Vector Space Model
Vector space model is a statistical model for representing text information for Information Retrieval, NLP, Text Mining
- Representing documents in VSM is called "vectorizing text"
- contains the following information: how many documents contain a term, and what are important terms each document has
How do we represent a free text in terms of queries?
- to do we need some preprocessing steps, often called "NLP Pipeline"
- the pipeline may include the following:
- Tokenization - most important step, extracts individual words - "tokens"

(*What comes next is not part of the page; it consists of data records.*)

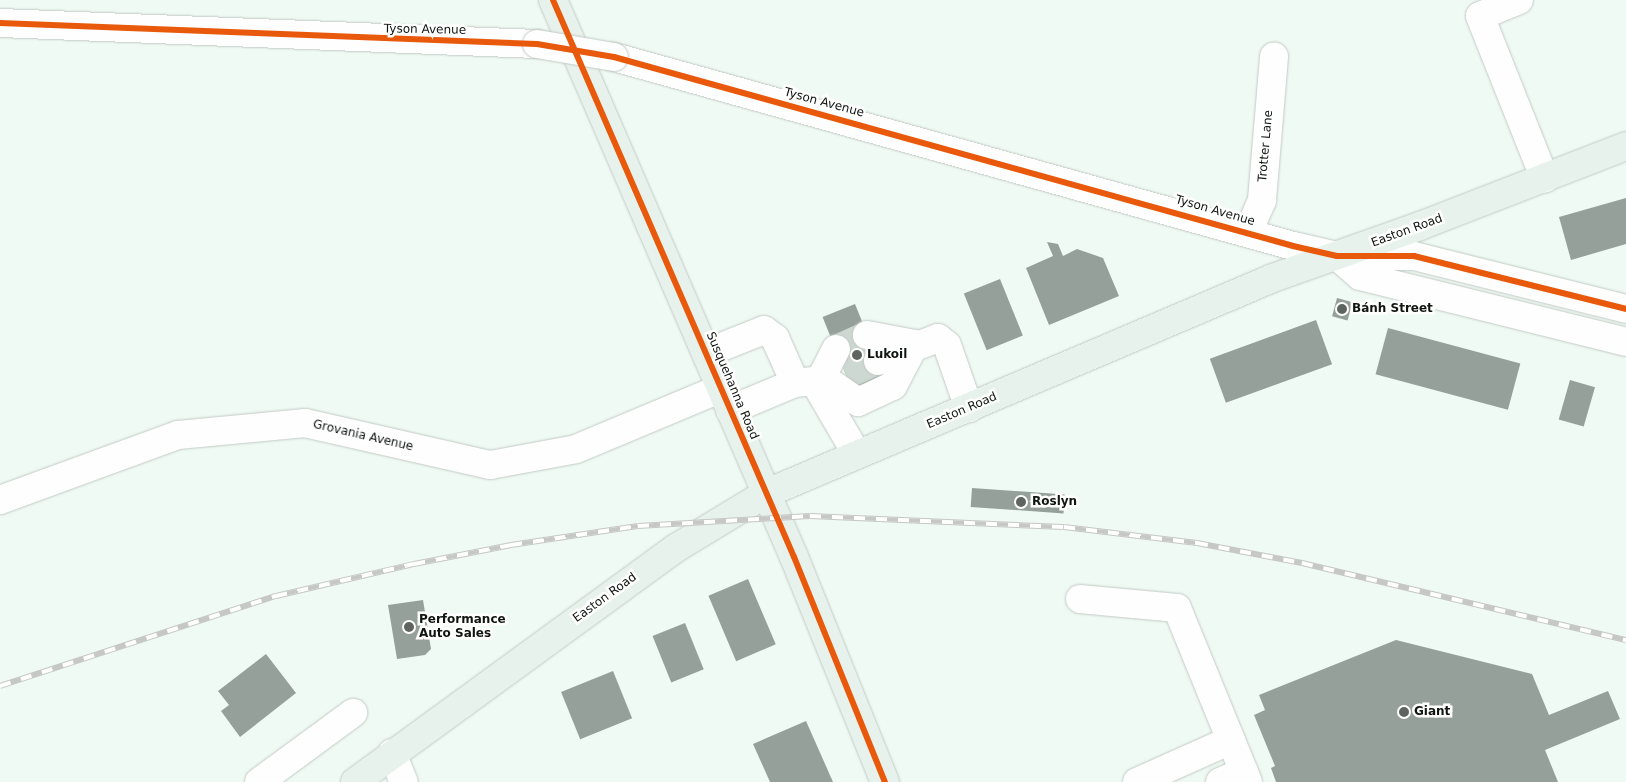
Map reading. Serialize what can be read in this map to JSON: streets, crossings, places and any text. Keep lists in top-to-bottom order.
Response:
{
  "streets": {
    "main road": ["Easton Road", "Susquehanna Road"],
    "street": ["Tyson Avenue", "Trotter Lane", "Grovania Avenue"]
  },
  "crossings": [
    ["Tyson Avenue", "Trotter Lane"],
    ["Tyson Avenue", "Easton Road"],
    ["Easton Road", "Susquehanna Road"],
    ["Susquehanna Road", "Grovania Avenue"]
  ],
  "places": [
    "Bánh Street",
    "Lukoil",
    "Roslyn",
    "Performance Auto Sales",
    "Giant"
  ]
}
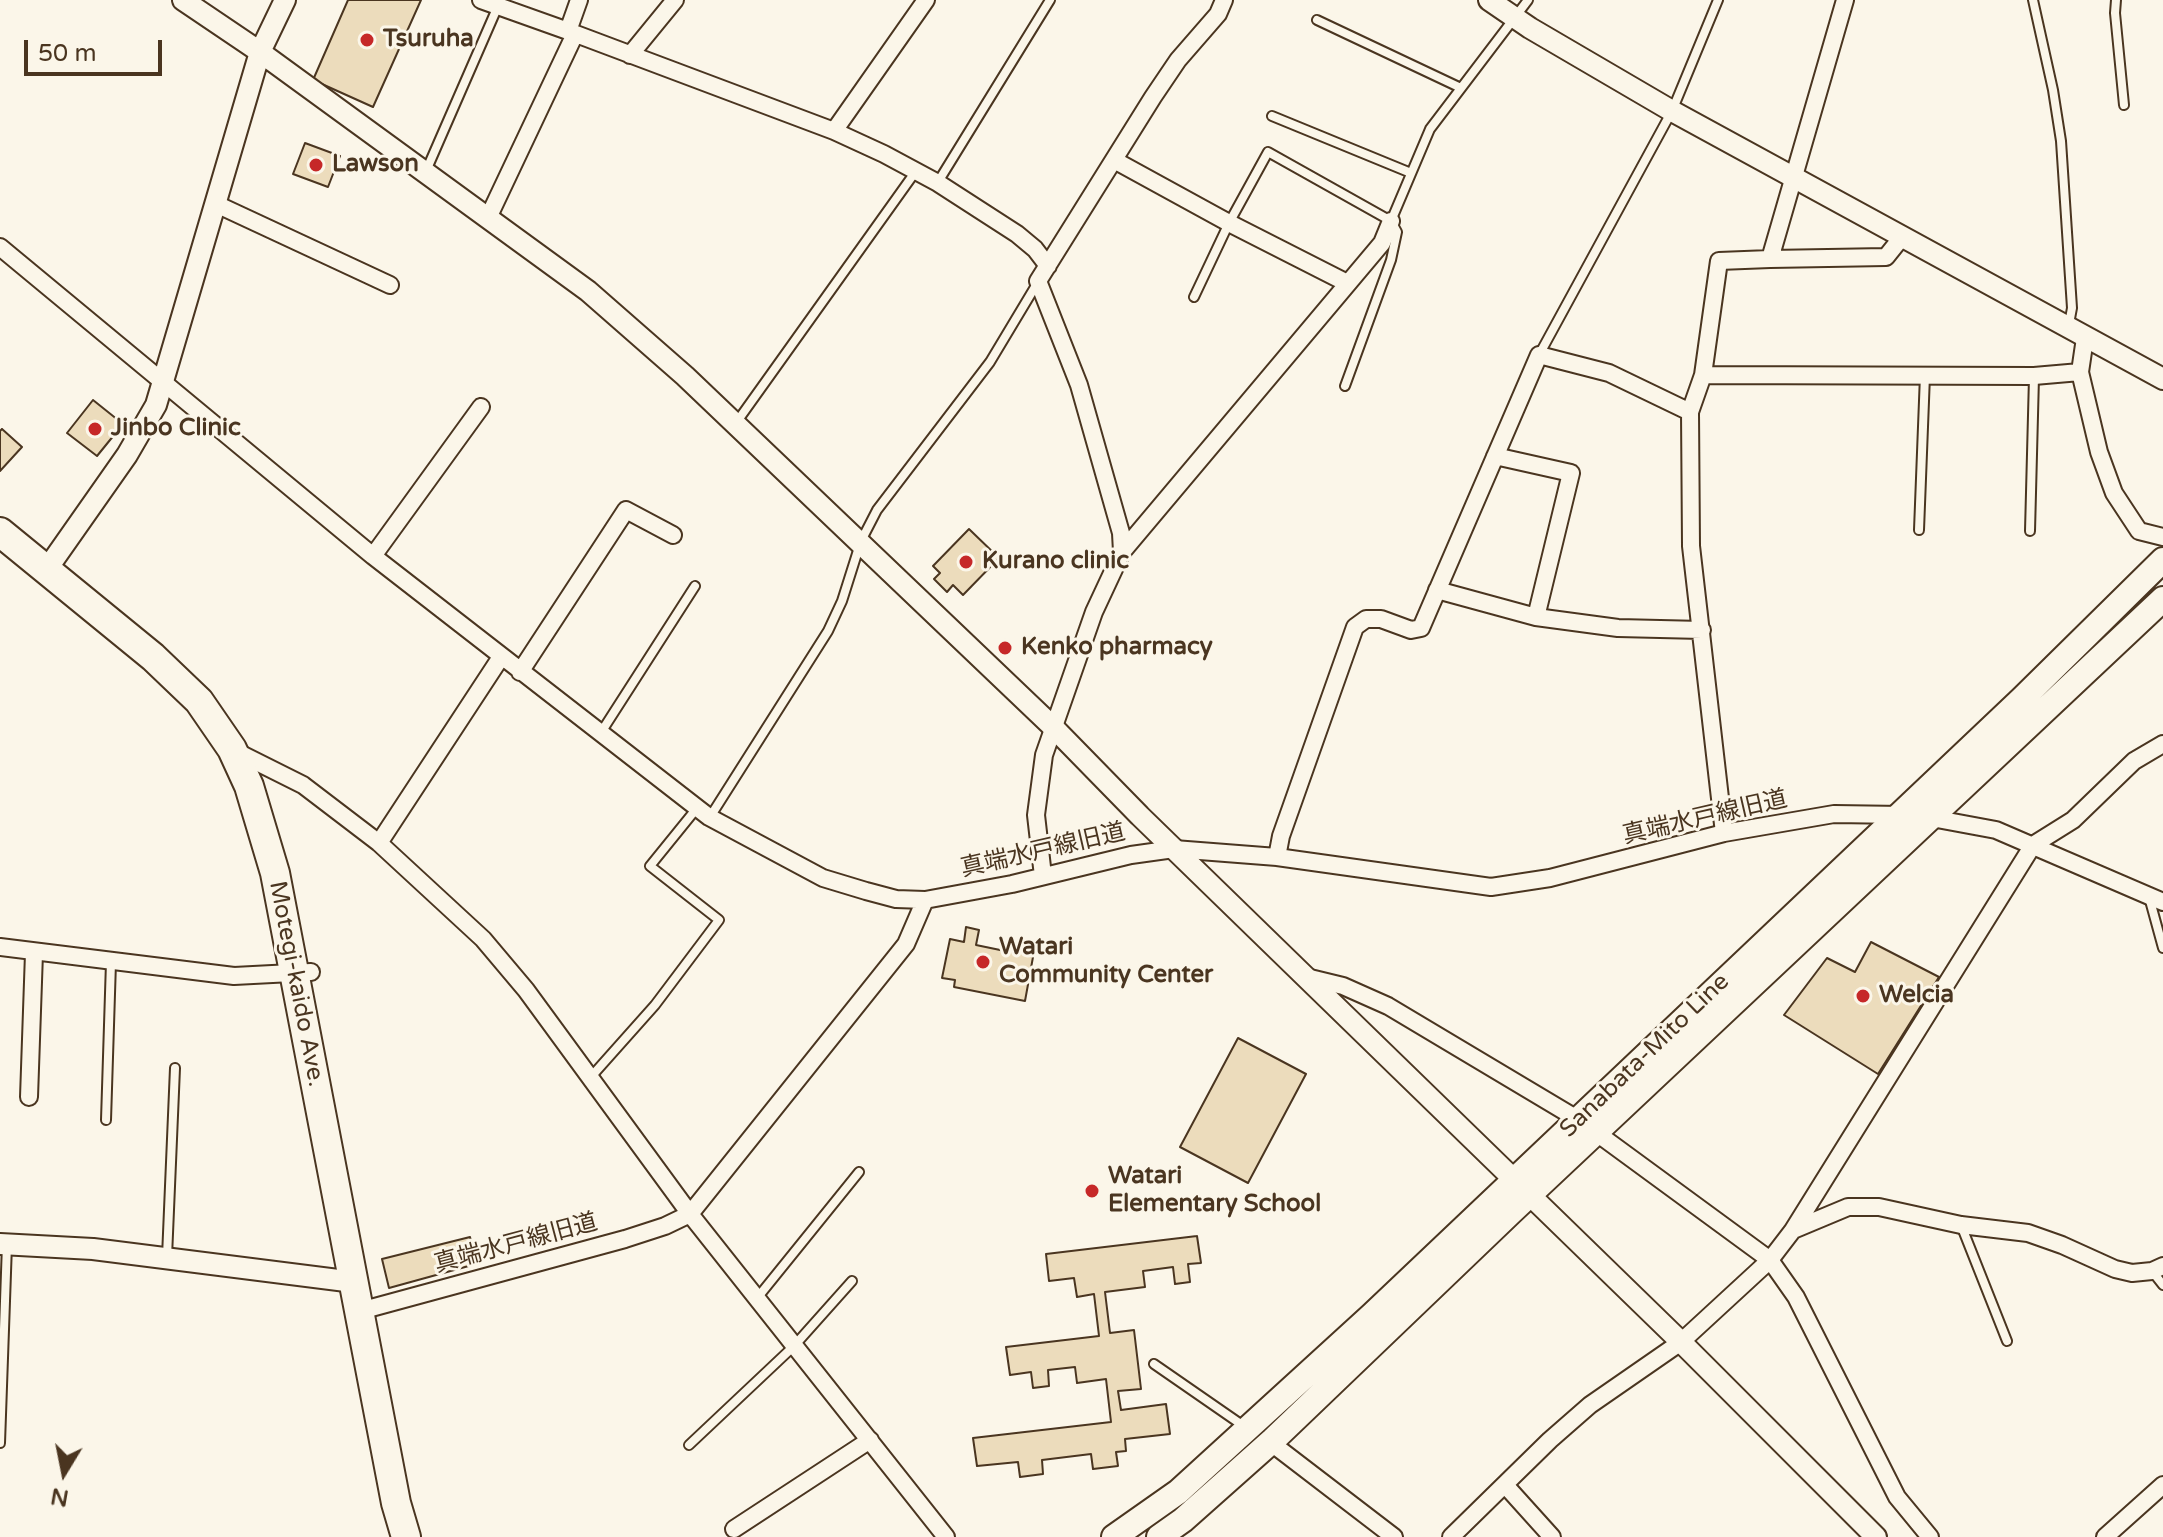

- Stop Words Removal - removes functional words
- Stemming or Lemmatization - reduces words to some common form
- or other Text Normalization techniques
- building a VSM model is usually one of the lasts steps of the pipeline
- for IR we also usually build an Inverted Index to speed up querying
Bag of Words Assumption
The main assumptions we're making about text data:
- word order is not important, only word counts
- Bag of Words = unordered list of terms
- good enough for topic similarity
Independence Assumption
We treat all words as independent
- i.e. the basis vector of the term space (see below) is orthogonal
Document-Term Matrix
Document-Term Matrix - representation of a document for text analysis
- each row of the matrix - is a document vector
- each component of the document vectors is a concept, a key word, or a term, but usually it's terms
- documents don't contain many distinct words, so the matrix is sparse
Term Weighting
For each documents words are weighed
Weights can be:
- binary: 1 if term is present and 0 if not
- term frequency (TF): frequency of each word in a document
- sublinear TF: $\log \text{TF}$: sometimes a word is used too often so we want to reduce its influence compared to other less frequently used words
- document frequency: words that are used more in the collections have more weight
- inverse document frequency (IDF): words that are rare across the document collections may be more relevant than frequent words.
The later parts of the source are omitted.